Cash flows from operations were $26.5 million for the nine-month period ended
September 30, 2000 as compared to $18.1 million in the comparable period of
1999.

     The Company is a party to a lease commitment agreement (the "Equipment TRAC
Lease Commitment"), dated November 19, 1997, to facilitate the leasing of
tractors. The Equipment TRAC Lease Commitment was amended on October 12, 1999 to
provide for available borrowings of up to $6,000,000 available during the
remainder of 1999 and until October 12, 2000. Each capital lease under this
lease commitment has a repayment period of either 36 or 42 months. As of
September 30, 2000, capital leases in the aggregate principal amount of $21.6
million were outstanding under the Equipment TRAC Lease Commitment with an
average interest rate of 5.75% per annum. During the nine-month period ending
September 30, 2000, the Company entered into capital leases under this facility
in the amount of $3.1 million.

     As of September 30, 2000, capital leases in the aggregate principal amount
of $5.0 million were outstanding under a prior lease commitment with an average
interest rate of 5.26% per annum.

     On January 11, 2000, the Company entered into a lease commitment agreement
(the "2000 TRAC Lease Commitment A"), to facilitate the leasing of tractors. The
2000 Equipment TRAC Lease Commitment A expires on December 31, 2000 and provides
for a maximum borrowing amount of $15.6 million during 2000. Each capital lease
will have a repayment period of either 36 or 42 months. Borrowings are limited
based on the amounts outstanding under capital leases entered into under this
agreement. As of September 30, 2000, $7.1 million remained available under the
2000 Equipment TRAC Lease Commitment A. The interest rate on the capital leases
under this lease commitment fluctuates in relation to the interest rate for the
three year Treasury Note as published in The Wall Street Journal and is fixed
upon execution of each lease. As of September 30, 2000, capital leases in the
aggregate principal amount of $8.5 million were outstanding under this lease
commitment with an average interest rate of 6.63% per annum. During the
nine-month period ending September 30, 2000, the Company entered into capital
leases under this lease commitment in the amount of $9.1 million.

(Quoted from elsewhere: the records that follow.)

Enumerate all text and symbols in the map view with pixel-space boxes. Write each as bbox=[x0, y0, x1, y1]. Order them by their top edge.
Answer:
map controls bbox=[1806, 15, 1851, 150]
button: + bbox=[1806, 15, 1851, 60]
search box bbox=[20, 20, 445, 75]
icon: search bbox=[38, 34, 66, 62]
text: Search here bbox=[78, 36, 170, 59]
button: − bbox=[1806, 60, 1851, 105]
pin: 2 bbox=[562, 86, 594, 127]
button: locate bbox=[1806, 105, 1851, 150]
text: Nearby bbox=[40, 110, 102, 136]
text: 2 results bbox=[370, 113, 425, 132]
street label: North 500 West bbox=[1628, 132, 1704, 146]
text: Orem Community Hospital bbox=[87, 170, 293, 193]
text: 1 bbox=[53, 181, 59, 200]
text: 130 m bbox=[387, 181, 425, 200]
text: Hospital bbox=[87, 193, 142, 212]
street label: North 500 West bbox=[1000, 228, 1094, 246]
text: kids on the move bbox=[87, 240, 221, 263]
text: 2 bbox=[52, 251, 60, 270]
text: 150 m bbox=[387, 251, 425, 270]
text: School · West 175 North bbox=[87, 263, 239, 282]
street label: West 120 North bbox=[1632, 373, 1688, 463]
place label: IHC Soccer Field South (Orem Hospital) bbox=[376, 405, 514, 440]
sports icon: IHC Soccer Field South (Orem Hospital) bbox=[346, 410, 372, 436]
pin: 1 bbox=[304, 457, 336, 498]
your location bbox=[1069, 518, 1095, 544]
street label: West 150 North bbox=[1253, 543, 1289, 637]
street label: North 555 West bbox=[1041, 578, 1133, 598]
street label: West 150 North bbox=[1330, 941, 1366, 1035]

     On January 31, 2000, the Company entered into a lease commitment agreement
(the "2000 TRAC Lease Commitment B"), dated January 31, 2000, to facilitate the
leasing of tractors. The 2000 Equipment TRAC Lease Commitment B expires on
December 31, 2000 and provides for a


                                    Page 12
<PAGE>   13


maximum borrowing amount of $16.5 million during 2000. Each capital lease will
have a repayment period of either 36 or 42 months. Borrowings are limited based
on the amounts outstanding under capital leases entered into under this
agreement. As of September 30, 2000, $8.6 million remained available under the
2000 Equipment TRAC Lease Commitment B. The interest rate on the capital leases
under this lease commitment fluctuates in relation to the one year LIBOR as
published in The Wall Street Journal and is fixed upon execution of a lease. As
of September 30, 2000, capital leases in the aggregate principal amount of $7.9
million were outstanding under this lease commitment with an average interest
rate of 6.6% per annum. During the nine-month period ending September 30, 2000,
the Company entered into capital leases under this lease commitment in the
amount of $8.3 million.

     As of September 30, 2000, the Company had debt obligations of approximately
$77.0 million, including amounts borrowed under the facilities described above,
of which approximately $13.6 million were current obligations. During the first
nine months of 2000, the Company made borrowings under the facilities described
above of $86.9 million, while retiring $85.3 million in debt. The retired debt
had an average interest rate of approximately 6.9%.

     During the years 2000 and 2001, the Company plans to make approximately
$77.7 million in capital expenditures, including $31.0 million expended as of
September 30, 2000. As of September 30, 2000, USA Truck had committed to spend
an additional $9.8 million of this amount for revenue equipment in 2000, and
$36.5 million of this amount is currently committed for revenue equipment in
2001. The commitments to purchase revenue equipment are cancelable by the
Company if certain conditions are met. The balance of the expected capital
expenditures will be used for certain other assets.

     The Senior Credit Facility, equipment leases and cash flows from operations
should be adequate to fund the Company's operations and expansion plans at least
through the end of 2001. There can be no assurance, however, that such sources
will be sufficient to fund Company operations and all expansion plans through
such date, or that any necessary additional financing will be available, if at
all, in amounts required or on terms satisfactory to the Company. The Company
expects to continue to fund its operations with cash flows from operations, the
Senior Credit Facility and equipment leases for the foreseeable future.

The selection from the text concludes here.